Chinese xiangsheng comedian (1930–2018)

Chang Baohua (December 1930 – 7 September 2018) was a Chinese xiangsheng comedian of Manchu ethnicity. He was one of the sixth generation of well-known Chinese xiangsheng actors. He authored one hundred and seventy works. Chang was a member of the Chinese Communist Party and a first-level national actor.

==Early life and family==
Chang was born to an impoverished family in Tianjin in December 1930. His brother's and father's xiangsheng performances supported the family.

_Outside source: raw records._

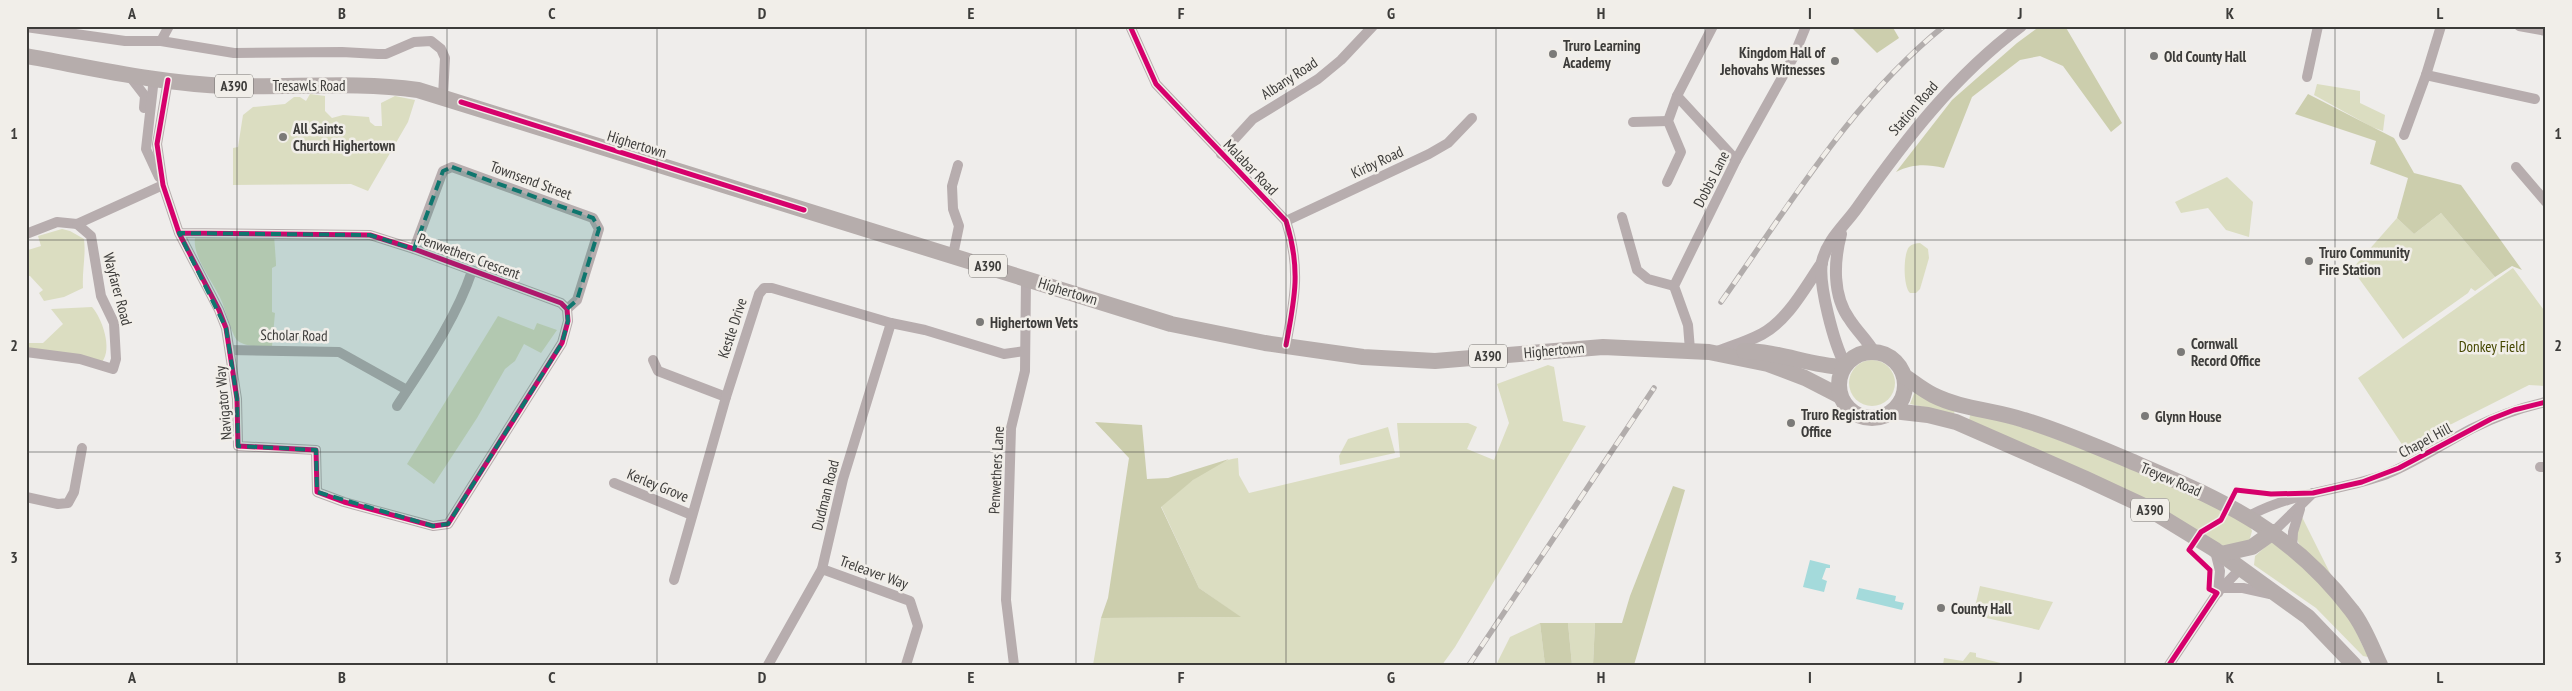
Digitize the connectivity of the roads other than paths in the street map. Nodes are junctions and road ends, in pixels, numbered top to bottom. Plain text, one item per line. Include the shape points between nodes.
1 (169, 26) edge
2 (1130, 26) edge
3 (1372, 26) edge
4 (1713, 26) edge
5 (1806, 26) edge
6 (2021, 26) edge
7 (2318, 26) edge
8 (2441, 26) edge
9 (2519, 26) edge
10 (26, 27) edge
11 (2546, 31) edge
12 (161, 41) junction
13 (26, 56) edge
14 (127, 73) junction
15 (2426, 75) junction
16 (2307, 77) dead end
17 (161, 79) junction
18 (442, 96) junction
19 (1677, 96) junction
20 (2535, 99) dead end
21 (1472, 118) dead end
22 (1668, 121) junction
23 (1633, 122) dead end
24 (2404, 135) dead end
25 (146, 149) junction
26 (1221, 154) junction
27 (1736, 160) junction
28 (958, 165) dead end
29 (2516, 167) dead end
30 (1667, 182) dead end
31 (163, 184) junction
32 (2546, 202) edge
33 (1622, 217) dead end
34 (1286, 221) junction
35 (77, 224) junction
36 (1843, 224) junction
37 (180, 233) junction
38 (26, 234) edge
39 (414, 249) junction
40 (953, 255) junction
41 (1822, 262) junction
42 (472, 271) junction
43 (1026, 278) junction
44 (1674, 286) junction
45 (567, 309) junction
46 (891, 323) junction
47 (1286, 345) junction
48 (230, 350) junction
49 (1025, 350) junction
50 (1690, 350) junction
51 (26, 352) edge
52 (1874, 352) junction
53 (1715, 353) junction
54 (654, 360) dead end
55 (1844, 365) junction
56 (1904, 376) junction
57 (407, 390) junction
58 (1840, 396) junction
59 (726, 397) junction
60 (2546, 402) edge
61 (397, 406) dead end
62 (1893, 411) junction
63 (82, 448) dead end
64 (614, 483) dead end
65 (2313, 493) junction
66 (26, 497) edge
67 (2302, 506) junction
68 (692, 515) junction
69 (2249, 516) junction
70 (2273, 532) junction
71 (2252, 547) junction
72 (2292, 549) junction
73 (2217, 552) junction
74 (822, 569) junction
75 (2240, 569) junction
76 (674, 580) dead end
77 (2220, 591) junction
78 (2280, 597) junction
79 (768, 665) edge
80 (906, 665) edge
81 (1014, 665) edge
82 (2170, 665) edge
83 (2354, 665) edge
84 (2380, 665) edge

1 - 12 street
2 - 26 street, Malabar Road via 1156,84
3 - 26 street, Albany Road via 1341,60 1318,79 1253,119
4 - 19 street
5 - 27 street, Dobbs Lane via 1793,58
6 - 36 street, Station Road via 1970,70 1932,109
7 - 16 street
8 - 15 street
9 - 11 street
10 - 12 street via 126,41
12 - 18 street via 234,53 386,54 414,42 431,41 441,49 445,58
13 - 14 highway, Tresawls Road / A390
14 - 17 highway, Tresawls Road / A390
14 - 25 street via 145,96
15 - 20 street
15 - 24 street
17 - 18 highway, Tresawls Road / A390 via 230,86 380,85
17 - 25 street
17 - 31 street, Navigator Way via 157,144
18 - 40 highway, Highertown / A390
19 - 22 street
19 - 27 street
21 - 34 street, Kirby Road via 1448,143 1429,154
22 - 23 street
22 - 30 street via 1681,152
25 - 31 street
26 - 34 street, Malabar Road
27 - 44 street, Dobbs Lane
28 - 40 street via 952,186 959,226
29 - 32 street
31 - 35 street
31 - 37 street, Navigator Way
33 - 44 street via 1637,270 1648,278
34 - 47 street, Malabar Road via 1295,248 1296,278
35 - 38 street via 57,222
35 - 51 street, Wayfarer Road via 90,236 102,296 114,323 116,360 113,369 80,359
36 - 41 street, Station Road
36 - 52 street, Station Road via 1836,267 1839,290 1849,320
37 - 39 street, Penwethers Crescent via 370,235
37 - 48 street, Navigator Way via 220,310
39 - 42 street, Penwethers Crescent
39 - 45 street, Townsend Street via 443,171 452,167 593,218 599,229 577,300
40 - 43 highway, Highertown / A390
41 - 53 street via 1797,300 1776,324 1748,341
41 - 55 street, Station Road via 1823,293
42 - 45 street, Penwethers Crescent via 560,303
42 - 57 street via 447,326
43 - 47 highway, Highertown / A390 via 1171,324
43 - 49 street, Penwethers Lane
44 - 50 street via 1688,325
45 - 48 street, Navigator Way via 568,320 562,343 448,524 433,526 317,492 316,450 238,446 238,399
46 - 49 street, Kestle Drive via 1004,354
46 - 59 street, Kestle Drive via 764,288 759,294
46 - 74 street, Dudman Road via 843,479
47 - 50 highway, Highertown / A390 via 1363,357 1435,361 1603,347
48 - 57 street, Scholar Road via 339,352
49 - 81 street, Penwethers Lane via 1025,371 1011,437 1006,600
50 - 53 highway, Highertown / A390
52 - 55 highway via 1858,354
52 - 56 highway via 1895,361
53 - 55 highway, Highertown / A390 via 1770,352 1819,366
53 - 58 highway, Highertown / A390 via 1768,364
54 - 59 street via 658,371
55 - 58 highway via 1838,381
56 - 62 highway via 1903,398
56 - 69 highway, Treyew Road / A390 via 1946,400 2062,433 2194,487
57 - 61 street
58 - 62 highway via 1849,409 1865,417 1880,417
59 - 68 street, Kestle Drive
60 - 65 street, Chapel Hill via 2491,419 2387,473
62 - 73 highway, A390 via 1939,417 1990,437 2142,505
63 - 66 street via 74,492 68,503
64 - 68 street, Kerley Grove
65 - 67 street
65 - 69 street, Chapel Hill via 2285,500
67 - 70 street
67 - 72 street via 2293,532
68 - 76 street, Kestle Drive
69 - 70 highway, Treyew Road / A390
70 - 71 highway
70 - 72 highway, Treyew Road / A390
71 - 73 highway
71 - 75 highway
72 - 84 highway, Treyew Road / A390 via 2312,566 2353,612
73 - 75 highway, A390
73 - 77 street
74 - 79 street, Dudman Road
74 - 80 street, Treleaver Way via 910,601 918,626
75 - 77 street
75 - 78 highway, A390
77 - 78 street via 2251,588
77 - 82 street
78 - 83 highway, A390 via 2308,617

Initially, Chang could not attend school but the education of a wealthy neighbour's child engendered in him a desire to learn. When the family's fortunes changed for the better, Chang attended a private elementary school in Tianjin where he was a good student.

Chang married and had five children. His granddaughter Chang Si won a silver medal at the 2012 Summer Olympics in synchronised swimming.

==Training==
Chang was taught by his father, Chang Lianan, and his brother, Chang Baofang. Chang debuted at nine years of age and later appeared at a xiangsheng convention at the Qi Ming Tea House, in the Xi Dan shopping mall, Beijing.

==Career==
In 1942, Chang performed in Beautiful Song City (锦绣歌城) and Huatian Bacuo (花田八错). In 1951, when he was twenty-one, Chang acknowledged Ma Sanli as his artistic master. Chang joined the Tianjin Folk Artist Mission and received a "Third-class Labor Model" award from the Tianjin Literature and Art Union.

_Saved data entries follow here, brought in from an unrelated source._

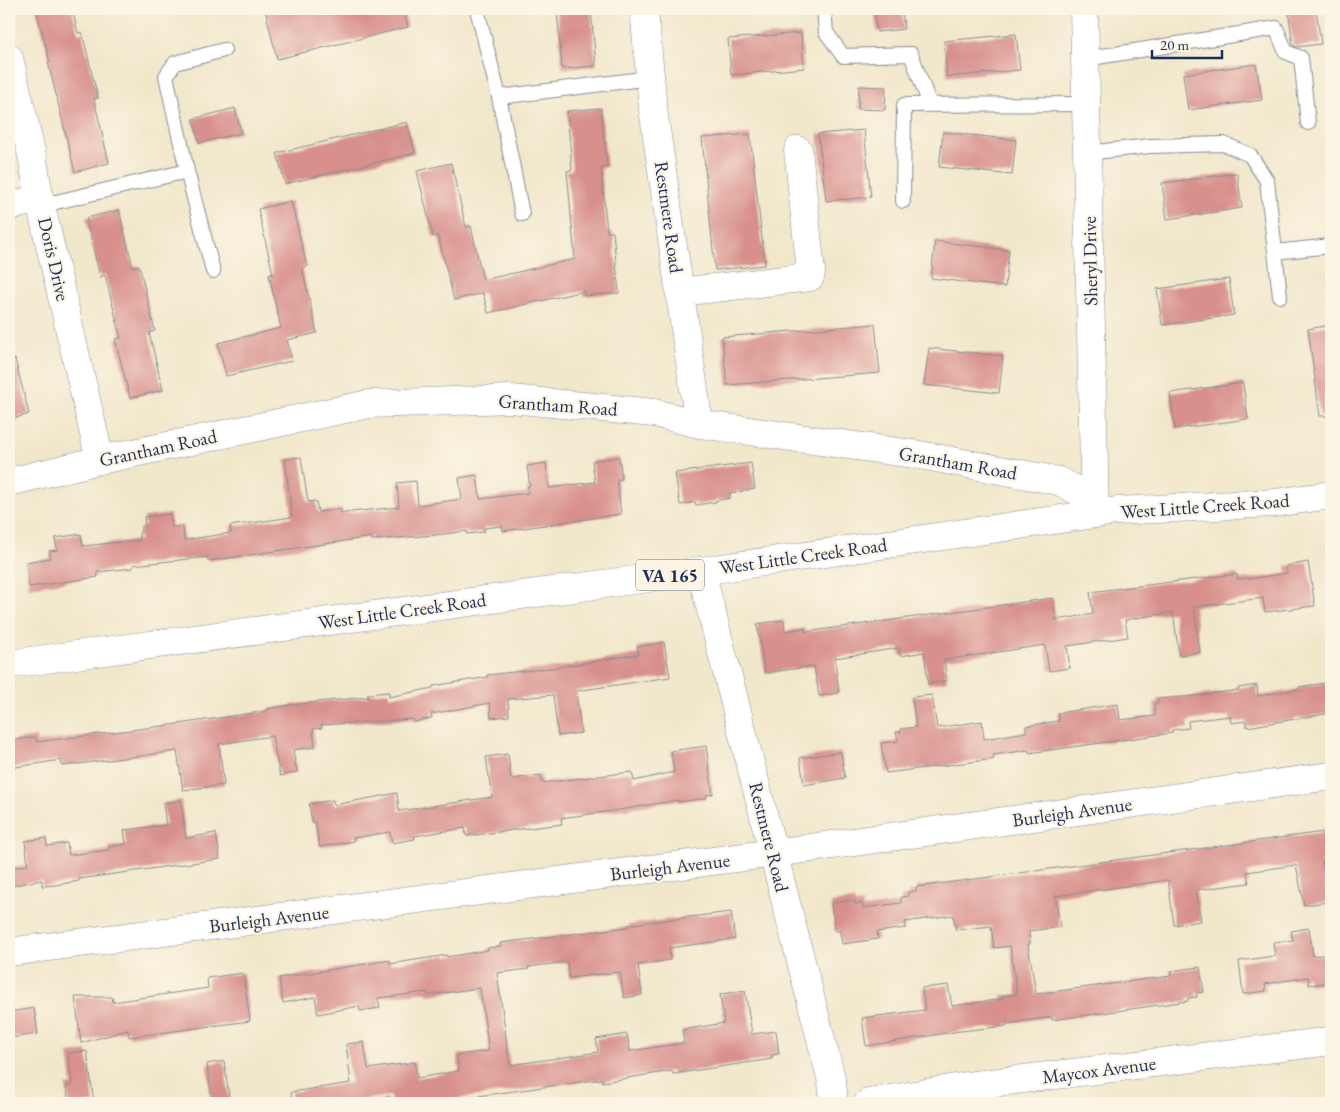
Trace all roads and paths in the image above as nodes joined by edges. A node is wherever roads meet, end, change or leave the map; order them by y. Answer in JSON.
{"nodes":[{"id":1,"x":477,"y":9,"type":"edge"},
{"id":2,"x":644,"y":9,"type":"edge"},
{"id":3,"x":824,"y":9,"type":"edge"},
{"id":4,"x":1084,"y":9,"type":"edge"},
{"id":5,"x":224,"y":50,"type":"dead end"},
{"id":6,"x":9,"y":58,"type":"edge"},
{"id":7,"x":1086,"y":58,"type":"junction"},
{"id":8,"x":650,"y":78,"type":"junction"},
{"id":9,"x":499,"y":97,"type":"junction"},
{"id":10,"x":1086,"y":104,"type":"junction"},
{"id":11,"x":930,"y":105,"type":"junction"},
{"id":12,"x":1308,"y":124,"type":"dead end"},
{"id":13,"x":798,"y":150,"type":"dead end"},
{"id":14,"x":1087,"y":153,"type":"junction"},
{"id":15,"x":187,"y":171,"type":"junction"},
{"id":16,"x":903,"y":201,"type":"dead end"},
{"id":17,"x":40,"y":202,"type":"junction"},
{"id":18,"x":9,"y":206,"type":"edge"},
{"id":19,"x":522,"y":214,"type":"dead end"},
{"id":20,"x":1331,"y":246,"type":"edge"},
{"id":21,"x":1275,"y":252,"type":"junction"},
{"id":22,"x":214,"y":271,"type":"dead end"},
{"id":23,"x":680,"y":292,"type":"junction"},
{"id":24,"x":1280,"y":296,"type":"dead end"},
{"id":25,"x":700,"y":424,"type":"junction"},
{"id":26,"x":100,"y":460,"type":"junction"},
{"id":27,"x":9,"y":482,"type":"edge"},
{"id":28,"x":1331,"y":495,"type":"edge"},
{"id":29,"x":1095,"y":514,"type":"junction"},
{"id":30,"x":701,"y":571,"type":"junction"},
{"id":31,"x":9,"y":664,"type":"edge"},
{"id":32,"x":1331,"y":776,"type":"edge"},
{"id":33,"x":774,"y":854,"type":"junction"},
{"id":34,"x":9,"y":952,"type":"edge"},
{"id":35,"x":1331,"y":1041,"type":"edge"},
{"id":36,"x":834,"y":1103,"type":"edge"},
{"id":37,"x":868,"y":1103,"type":"edge"}],
"edges":[{"from":1,"to":9,"type":"lane"},
{"from":2,"to":8,"type":"street","name":"Restmere Road"},
{"from":3,"to":11,"type":"lane"},
{"from":4,"to":7,"type":"street","name":"Sheryl Drive"},
{"from":5,"to":15,"type":"lane"},
{"from":6,"to":17,"type":"street","name":"Doris Drive"},
{"from":7,"to":10,"type":"street","name":"Sheryl Drive"},
{"from":7,"to":12,"type":"lane"},
{"from":8,"to":9,"type":"lane"},
{"from":8,"to":23,"type":"street","name":"Restmere Road"},
{"from":9,"to":19,"type":"lane"},
{"from":10,"to":11,"type":"lane"},
{"from":10,"to":14,"type":"street","name":"Sheryl Drive"},
{"from":11,"to":16,"type":"lane"},
{"from":13,"to":23,"type":"street"},
{"from":14,"to":21,"type":"lane"},
{"from":14,"to":29,"type":"street","name":"Sheryl Drive"},
{"from":15,"to":17,"type":"lane"},
{"from":15,"to":22,"type":"lane"},
{"from":17,"to":18,"type":"street"},
{"from":17,"to":26,"type":"street","name":"Doris Drive"},
{"from":20,"to":21,"type":"lane"},
{"from":21,"to":24,"type":"lane"},
{"from":23,"to":25,"type":"street","name":"Restmere Road"},
{"from":25,"to":26,"type":"street","name":"Grantham Road"},
{"from":25,"to":29,"type":"street","name":"Grantham Road"},
{"from":26,"to":27,"type":"street","name":"Grantham Road"},
{"from":28,"to":29,"type":"street","name":"West Little Creek Road","number":"VA 165"},
{"from":29,"to":30,"type":"street","name":"West Little Creek Road","number":"VA 165"},
{"from":30,"to":31,"type":"street","name":"West Little Creek Road","number":"VA 165"},
{"from":30,"to":33,"type":"street","name":"Restmere Road"},
{"from":32,"to":33,"type":"street","name":"Burleigh Avenue"},
{"from":33,"to":34,"type":"street","name":"Burleigh Avenue"},
{"from":33,"to":36,"type":"street","name":"Restmere Road"},
{"from":35,"to":37,"type":"street","name":"Maycox Avenue"}]}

In 1951, during the Korean War, Chang entertained Chinese soldiers. His brother had been killed in the war. In 1953, Chang enlisted in the working group of China's People's Liberation Army Navy. He received the second military award twice and the third military award once.

In the Cultural Revolution, Chang was attacked and this experience became a source of his artistic material. In 1976, Chang and his nephew, Chang Guitian, collaborated to produce the xiangsheng Hats Factory.

Chang later became a judge and a teacher of xiangsheng at institutions such as Peking University and at the North Folk Art Forms School. He visited Hong Kong, America, and Singapore.

In August 2006, Chang received a Peony award for his contribution to the performing arts in China.

==Death==
Chang died in Beijing on 7 September 2018.

==Works==
Chang authored over 170 works in the genres of xiangsheng, short sketches and kuaiban (clappertalk). Fifty of these appeared in newspapers. Yesterday (昨天) was translated into English and published in foreign language newspapers. Hat Factory (帽子工厂) and short sketch Language Doctor (语言医生) were published in the Hong Kong Ta Kung Pao in an article called Selected Xiangsheng of Chang's Family (常氏相声选).